Хуже призрачной надежды на приход Смерти была Этна. Он не сводил с нее взора здорового глаза, ощущая, будто боль от огня пробралась до его разума, сжигая и его вместе с оком.
Он смотрел в ее глаза. Такие же темные и глубокие, как в ту ночь после первого испытания. Все те же маленькие осколки ночного неба. Вот только вместо звезд там пылает огонь. Ненависть. Презрение. Ее лизо озарено пламенем, что пылал на ее ладони. Она — возмездие с некрасивыми ночными глазами. Она — отмщение, объятое огнем ненависти. Глядя в ее глаза он был готов убить Спящую. Растерзать. Если он выживет, он запрет ее там, где сила будет ей неподвластна. Там, где она сойдет с ума. Там, где ее треклятые глаза не будут напоминать ему о том, что однажды он был готов, глядя в них, рассказать ей тысячу историй и все тайны этого мира. Неужели он и правда был готов сделать это? Казалось, прошла вечность прежде чем его влюбленность сгорела до тла.
— Ты звал меня, — донесся до него древний голос. Не вопрос, но утверждение. От неожиданности Этна вздрогнула, отстраняясь, оставляя в покое глаз или то, что от него осталось. Он видел им лишь размытый, но в то же время знакомый силуэт. О да, он звал ее.
Он молился. Она надеялась. Надеялась, что она придет, что вернется.
Услышав древний голос, похожий на грозные раскаты грома, Этна вздрогнула, отстраняясь от Кая. Взор переместился на ту, что внезапно появилась в покоях, не воспользовавшись дверьми, чтобы попасть внутрь.
— Приятно вновь вернуться в дом родной. Неприятно видеть предателя.

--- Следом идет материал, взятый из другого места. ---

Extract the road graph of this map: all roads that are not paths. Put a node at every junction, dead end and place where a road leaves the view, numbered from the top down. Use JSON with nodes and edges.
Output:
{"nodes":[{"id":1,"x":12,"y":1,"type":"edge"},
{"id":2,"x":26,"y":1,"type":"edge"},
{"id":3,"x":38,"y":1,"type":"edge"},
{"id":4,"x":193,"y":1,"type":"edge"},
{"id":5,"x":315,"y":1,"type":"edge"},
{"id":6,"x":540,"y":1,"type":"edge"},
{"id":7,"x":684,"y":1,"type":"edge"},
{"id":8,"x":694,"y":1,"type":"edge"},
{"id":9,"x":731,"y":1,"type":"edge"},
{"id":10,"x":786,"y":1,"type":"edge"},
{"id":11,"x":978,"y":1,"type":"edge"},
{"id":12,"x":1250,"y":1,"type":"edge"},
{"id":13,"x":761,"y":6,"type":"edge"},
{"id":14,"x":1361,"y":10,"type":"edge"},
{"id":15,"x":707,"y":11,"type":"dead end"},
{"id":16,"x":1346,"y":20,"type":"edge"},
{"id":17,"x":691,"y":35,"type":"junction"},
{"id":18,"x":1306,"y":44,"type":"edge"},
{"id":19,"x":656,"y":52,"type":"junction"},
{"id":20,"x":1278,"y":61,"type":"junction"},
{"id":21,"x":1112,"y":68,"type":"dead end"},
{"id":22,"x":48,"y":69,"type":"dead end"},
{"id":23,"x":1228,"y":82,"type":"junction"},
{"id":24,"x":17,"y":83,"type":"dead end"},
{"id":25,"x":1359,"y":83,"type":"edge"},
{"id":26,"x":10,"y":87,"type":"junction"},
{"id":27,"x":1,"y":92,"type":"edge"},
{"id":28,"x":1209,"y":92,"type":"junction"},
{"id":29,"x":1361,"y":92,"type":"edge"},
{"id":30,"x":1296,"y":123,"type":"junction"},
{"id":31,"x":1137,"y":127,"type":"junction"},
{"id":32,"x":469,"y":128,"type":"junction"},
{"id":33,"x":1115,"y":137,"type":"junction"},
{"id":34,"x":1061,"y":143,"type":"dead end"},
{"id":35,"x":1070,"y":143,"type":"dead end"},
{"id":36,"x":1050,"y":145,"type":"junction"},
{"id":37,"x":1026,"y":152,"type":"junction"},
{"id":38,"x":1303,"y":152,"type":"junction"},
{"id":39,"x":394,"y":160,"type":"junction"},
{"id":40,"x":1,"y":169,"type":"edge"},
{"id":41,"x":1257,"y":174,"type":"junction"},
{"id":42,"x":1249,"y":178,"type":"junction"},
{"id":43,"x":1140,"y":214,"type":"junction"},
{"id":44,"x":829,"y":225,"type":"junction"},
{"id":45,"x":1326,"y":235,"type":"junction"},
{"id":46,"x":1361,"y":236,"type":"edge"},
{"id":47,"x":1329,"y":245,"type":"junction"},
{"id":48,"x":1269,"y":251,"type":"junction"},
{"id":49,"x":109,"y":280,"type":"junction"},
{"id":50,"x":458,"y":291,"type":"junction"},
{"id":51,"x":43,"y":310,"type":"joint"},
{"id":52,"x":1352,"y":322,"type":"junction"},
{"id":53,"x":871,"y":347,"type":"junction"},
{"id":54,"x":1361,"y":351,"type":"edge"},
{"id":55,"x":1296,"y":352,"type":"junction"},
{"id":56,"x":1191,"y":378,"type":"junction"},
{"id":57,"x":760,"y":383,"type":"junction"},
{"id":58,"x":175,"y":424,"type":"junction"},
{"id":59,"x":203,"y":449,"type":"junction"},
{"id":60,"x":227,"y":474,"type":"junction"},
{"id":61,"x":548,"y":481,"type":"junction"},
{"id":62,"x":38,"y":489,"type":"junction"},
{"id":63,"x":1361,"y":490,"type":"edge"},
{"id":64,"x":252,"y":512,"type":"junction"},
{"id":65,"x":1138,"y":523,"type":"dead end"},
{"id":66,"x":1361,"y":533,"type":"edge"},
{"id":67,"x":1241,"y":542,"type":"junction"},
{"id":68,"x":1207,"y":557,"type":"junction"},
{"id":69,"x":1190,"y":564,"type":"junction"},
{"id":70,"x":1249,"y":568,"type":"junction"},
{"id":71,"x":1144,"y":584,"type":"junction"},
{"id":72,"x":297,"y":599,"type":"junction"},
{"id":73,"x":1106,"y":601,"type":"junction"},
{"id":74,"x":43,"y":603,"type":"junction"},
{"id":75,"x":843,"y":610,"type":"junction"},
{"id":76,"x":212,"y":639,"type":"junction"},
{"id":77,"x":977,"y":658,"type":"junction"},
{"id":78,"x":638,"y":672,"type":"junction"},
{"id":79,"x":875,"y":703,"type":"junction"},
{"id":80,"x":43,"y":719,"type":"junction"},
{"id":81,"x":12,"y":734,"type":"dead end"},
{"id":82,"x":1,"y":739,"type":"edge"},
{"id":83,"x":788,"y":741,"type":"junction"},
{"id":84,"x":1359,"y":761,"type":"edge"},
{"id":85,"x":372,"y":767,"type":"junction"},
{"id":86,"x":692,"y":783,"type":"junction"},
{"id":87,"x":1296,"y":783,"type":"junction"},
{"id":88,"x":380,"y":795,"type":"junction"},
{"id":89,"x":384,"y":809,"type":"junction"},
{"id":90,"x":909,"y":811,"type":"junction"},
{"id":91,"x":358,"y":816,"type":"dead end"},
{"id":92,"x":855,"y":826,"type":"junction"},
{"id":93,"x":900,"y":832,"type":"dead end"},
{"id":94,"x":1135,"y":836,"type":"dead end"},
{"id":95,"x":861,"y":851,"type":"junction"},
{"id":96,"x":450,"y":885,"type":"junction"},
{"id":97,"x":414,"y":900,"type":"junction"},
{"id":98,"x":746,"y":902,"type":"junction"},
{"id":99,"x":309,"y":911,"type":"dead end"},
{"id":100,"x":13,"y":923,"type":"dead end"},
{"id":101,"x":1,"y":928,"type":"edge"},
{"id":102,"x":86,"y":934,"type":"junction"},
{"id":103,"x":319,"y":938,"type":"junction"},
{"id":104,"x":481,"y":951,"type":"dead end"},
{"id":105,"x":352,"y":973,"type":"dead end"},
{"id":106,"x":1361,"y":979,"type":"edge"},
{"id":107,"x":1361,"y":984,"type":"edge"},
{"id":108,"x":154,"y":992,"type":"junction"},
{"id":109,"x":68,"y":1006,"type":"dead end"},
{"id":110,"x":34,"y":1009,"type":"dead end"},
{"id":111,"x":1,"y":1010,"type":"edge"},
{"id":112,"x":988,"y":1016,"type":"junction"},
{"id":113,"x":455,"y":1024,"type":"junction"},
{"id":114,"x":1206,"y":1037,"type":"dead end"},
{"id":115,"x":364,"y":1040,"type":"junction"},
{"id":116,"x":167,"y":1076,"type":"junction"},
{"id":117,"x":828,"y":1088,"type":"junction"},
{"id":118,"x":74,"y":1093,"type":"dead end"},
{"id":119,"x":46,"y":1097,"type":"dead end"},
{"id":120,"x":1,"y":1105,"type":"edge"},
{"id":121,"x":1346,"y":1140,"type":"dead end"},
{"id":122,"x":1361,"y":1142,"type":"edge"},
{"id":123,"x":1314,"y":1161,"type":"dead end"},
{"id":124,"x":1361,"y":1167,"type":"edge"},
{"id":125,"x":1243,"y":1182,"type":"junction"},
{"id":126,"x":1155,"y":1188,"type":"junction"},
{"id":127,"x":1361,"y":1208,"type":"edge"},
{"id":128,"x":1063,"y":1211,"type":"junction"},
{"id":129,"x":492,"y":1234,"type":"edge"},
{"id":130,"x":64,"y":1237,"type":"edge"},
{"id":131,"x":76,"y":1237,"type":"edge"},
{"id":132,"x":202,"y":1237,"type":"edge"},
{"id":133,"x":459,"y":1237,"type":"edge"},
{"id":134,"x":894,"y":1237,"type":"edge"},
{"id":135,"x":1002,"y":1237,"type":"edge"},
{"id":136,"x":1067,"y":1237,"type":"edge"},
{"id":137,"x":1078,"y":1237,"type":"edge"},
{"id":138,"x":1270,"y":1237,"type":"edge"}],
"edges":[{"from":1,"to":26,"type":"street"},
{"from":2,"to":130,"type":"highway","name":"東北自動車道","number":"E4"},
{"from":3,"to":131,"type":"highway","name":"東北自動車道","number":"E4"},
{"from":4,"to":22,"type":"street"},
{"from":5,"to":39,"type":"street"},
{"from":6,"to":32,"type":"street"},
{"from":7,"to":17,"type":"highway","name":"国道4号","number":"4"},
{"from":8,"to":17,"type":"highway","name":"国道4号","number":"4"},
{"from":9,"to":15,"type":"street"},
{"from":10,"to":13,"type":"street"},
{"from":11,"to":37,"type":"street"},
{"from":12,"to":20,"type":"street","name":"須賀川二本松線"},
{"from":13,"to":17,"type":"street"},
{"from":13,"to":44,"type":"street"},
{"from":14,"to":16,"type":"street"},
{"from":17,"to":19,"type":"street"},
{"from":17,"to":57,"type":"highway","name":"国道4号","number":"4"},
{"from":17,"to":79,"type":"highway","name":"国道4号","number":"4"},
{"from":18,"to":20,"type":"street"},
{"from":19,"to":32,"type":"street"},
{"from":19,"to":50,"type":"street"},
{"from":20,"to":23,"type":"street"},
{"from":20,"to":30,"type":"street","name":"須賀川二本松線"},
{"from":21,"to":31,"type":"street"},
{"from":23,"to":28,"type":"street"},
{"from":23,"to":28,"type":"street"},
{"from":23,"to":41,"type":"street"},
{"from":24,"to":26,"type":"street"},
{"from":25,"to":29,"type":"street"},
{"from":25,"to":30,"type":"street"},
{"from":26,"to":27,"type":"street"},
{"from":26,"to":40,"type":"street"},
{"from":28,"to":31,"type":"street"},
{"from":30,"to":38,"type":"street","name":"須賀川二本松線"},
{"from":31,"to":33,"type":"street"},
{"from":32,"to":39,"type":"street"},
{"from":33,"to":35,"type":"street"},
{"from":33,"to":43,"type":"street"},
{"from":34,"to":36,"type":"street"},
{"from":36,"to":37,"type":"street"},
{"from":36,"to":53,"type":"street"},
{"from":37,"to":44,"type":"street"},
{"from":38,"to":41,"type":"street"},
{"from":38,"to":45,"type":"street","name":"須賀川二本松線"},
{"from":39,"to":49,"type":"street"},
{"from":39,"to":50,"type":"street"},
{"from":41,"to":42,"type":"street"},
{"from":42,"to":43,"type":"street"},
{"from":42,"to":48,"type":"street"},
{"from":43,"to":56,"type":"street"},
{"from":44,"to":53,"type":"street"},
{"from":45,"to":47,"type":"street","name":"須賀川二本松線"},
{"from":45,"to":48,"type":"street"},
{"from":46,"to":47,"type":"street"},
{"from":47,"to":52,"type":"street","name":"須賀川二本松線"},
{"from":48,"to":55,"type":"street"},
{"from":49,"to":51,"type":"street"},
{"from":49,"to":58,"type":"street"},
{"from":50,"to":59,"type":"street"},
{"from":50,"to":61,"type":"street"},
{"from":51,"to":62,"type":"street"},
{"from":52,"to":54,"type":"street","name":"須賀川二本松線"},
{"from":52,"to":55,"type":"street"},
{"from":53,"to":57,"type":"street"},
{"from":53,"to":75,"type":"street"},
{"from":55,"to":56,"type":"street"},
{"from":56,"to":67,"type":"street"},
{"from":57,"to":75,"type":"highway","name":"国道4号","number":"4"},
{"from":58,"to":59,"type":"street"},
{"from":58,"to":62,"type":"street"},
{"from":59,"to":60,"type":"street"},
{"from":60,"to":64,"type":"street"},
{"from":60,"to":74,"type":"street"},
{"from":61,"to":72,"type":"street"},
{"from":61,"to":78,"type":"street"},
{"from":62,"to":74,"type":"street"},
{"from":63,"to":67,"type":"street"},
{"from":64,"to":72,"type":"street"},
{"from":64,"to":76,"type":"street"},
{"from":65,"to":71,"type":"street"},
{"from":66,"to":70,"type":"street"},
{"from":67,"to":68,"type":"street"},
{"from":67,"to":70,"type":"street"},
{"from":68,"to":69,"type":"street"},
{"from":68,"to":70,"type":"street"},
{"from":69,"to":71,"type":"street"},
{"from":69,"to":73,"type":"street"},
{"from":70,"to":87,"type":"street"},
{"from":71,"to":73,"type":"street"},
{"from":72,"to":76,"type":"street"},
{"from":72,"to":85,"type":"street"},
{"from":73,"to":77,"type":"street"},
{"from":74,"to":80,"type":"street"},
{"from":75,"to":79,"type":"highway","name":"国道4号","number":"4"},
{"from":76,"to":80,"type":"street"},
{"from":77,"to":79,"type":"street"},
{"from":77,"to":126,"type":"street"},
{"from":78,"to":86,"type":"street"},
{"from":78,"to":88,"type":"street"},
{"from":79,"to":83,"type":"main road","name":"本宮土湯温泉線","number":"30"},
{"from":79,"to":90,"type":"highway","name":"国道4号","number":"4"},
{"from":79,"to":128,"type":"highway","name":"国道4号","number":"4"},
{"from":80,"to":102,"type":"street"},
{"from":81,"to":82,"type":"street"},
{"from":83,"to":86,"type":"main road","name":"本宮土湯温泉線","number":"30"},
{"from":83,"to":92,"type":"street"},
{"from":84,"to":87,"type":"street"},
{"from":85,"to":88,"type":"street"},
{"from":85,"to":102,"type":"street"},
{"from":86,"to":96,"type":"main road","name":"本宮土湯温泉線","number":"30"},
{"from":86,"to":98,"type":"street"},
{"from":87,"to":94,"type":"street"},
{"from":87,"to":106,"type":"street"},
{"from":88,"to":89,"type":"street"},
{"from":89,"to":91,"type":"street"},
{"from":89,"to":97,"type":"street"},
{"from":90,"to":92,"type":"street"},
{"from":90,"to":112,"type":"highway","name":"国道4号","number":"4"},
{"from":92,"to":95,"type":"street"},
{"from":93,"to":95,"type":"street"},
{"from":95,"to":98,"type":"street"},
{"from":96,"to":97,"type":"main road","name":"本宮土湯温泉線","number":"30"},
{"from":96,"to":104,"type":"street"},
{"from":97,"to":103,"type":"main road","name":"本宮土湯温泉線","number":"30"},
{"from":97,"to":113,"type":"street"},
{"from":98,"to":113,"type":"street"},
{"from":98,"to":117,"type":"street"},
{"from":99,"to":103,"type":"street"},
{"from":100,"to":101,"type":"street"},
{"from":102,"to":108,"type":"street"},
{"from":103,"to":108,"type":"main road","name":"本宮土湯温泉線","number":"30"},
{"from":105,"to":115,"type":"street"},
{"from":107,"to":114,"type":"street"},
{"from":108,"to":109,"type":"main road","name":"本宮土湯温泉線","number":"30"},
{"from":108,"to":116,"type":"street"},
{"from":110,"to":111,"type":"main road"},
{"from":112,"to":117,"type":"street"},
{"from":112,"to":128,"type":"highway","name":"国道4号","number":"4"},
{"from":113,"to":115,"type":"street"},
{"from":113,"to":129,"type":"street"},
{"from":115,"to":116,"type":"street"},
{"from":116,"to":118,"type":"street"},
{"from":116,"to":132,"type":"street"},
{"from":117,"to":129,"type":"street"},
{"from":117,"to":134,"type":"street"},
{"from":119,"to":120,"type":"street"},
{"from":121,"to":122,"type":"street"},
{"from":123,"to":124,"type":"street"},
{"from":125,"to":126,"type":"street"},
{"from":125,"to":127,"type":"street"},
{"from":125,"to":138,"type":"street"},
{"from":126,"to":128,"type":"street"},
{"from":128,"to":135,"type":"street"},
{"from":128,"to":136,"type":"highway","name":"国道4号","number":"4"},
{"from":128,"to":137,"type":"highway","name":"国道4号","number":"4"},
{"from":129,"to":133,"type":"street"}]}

Говорившую сложно было назвать девушкой, но визуально она таковой являлась. Высокая, с королевской осанкой и острыми, точно кинжалы, чертами бледного лица, на котором застыли лиловые трупные пятна. Нижнюю часть ее лица с тонкими невыразительно бледными губами скрывала молочная маска в виде закрытой челюсти хищного зверя. Да и вся она являла собой единый вид чудовищно мертвого человека, который невесть как стоит на ногах. Но, несмотря на мертвый внешний вид, она являла всей своей сущностью власть и древнее могущество. Стоять рядом с ней было также опасно, как касаться руками огня. И, тем не менее, двое людей находились почти рядом, не обжигаясь. Острое тело, буквально обтянутое бледной холодной кожей, показывало все ее кости. Точнее те, что не были скрыты за нарядом. Сшитое будто из самого ночного неба платье точно обтягивало фигуру, как вторая кожа, лишь к низу имея свободный крой, который почти что прикрывал голые ступни. Платье имело две широкие лямки на плечах, которые плавно переходили в открытый лиф, оканчивающийся у живота тонким золотым поясом, похожим на маленькие звезды, и прикрывающий грудь лишь спереди. Тканевое украшение обвивало шею, мерцая странным блеском, а тонкие золотые цепи, отходящие от него, крепились к изящным наплечникам того же цвета, под которыми были шлейфы темной полупрозрачной ткани, свободно окутывающие руки. Волосы, противоречащие любым законам природы, были вороного цвета и струились по спине водопадом, украшенные изящной костяной диадемой.
Созданная из противоречий, она выглядела как труп со своими пятнами, раскинувшимися по коже будто странные созвездия, но при этом в этой девушке ощущалась такая древняя разрушительная мощь, перекрывающая мнимую слабость тела.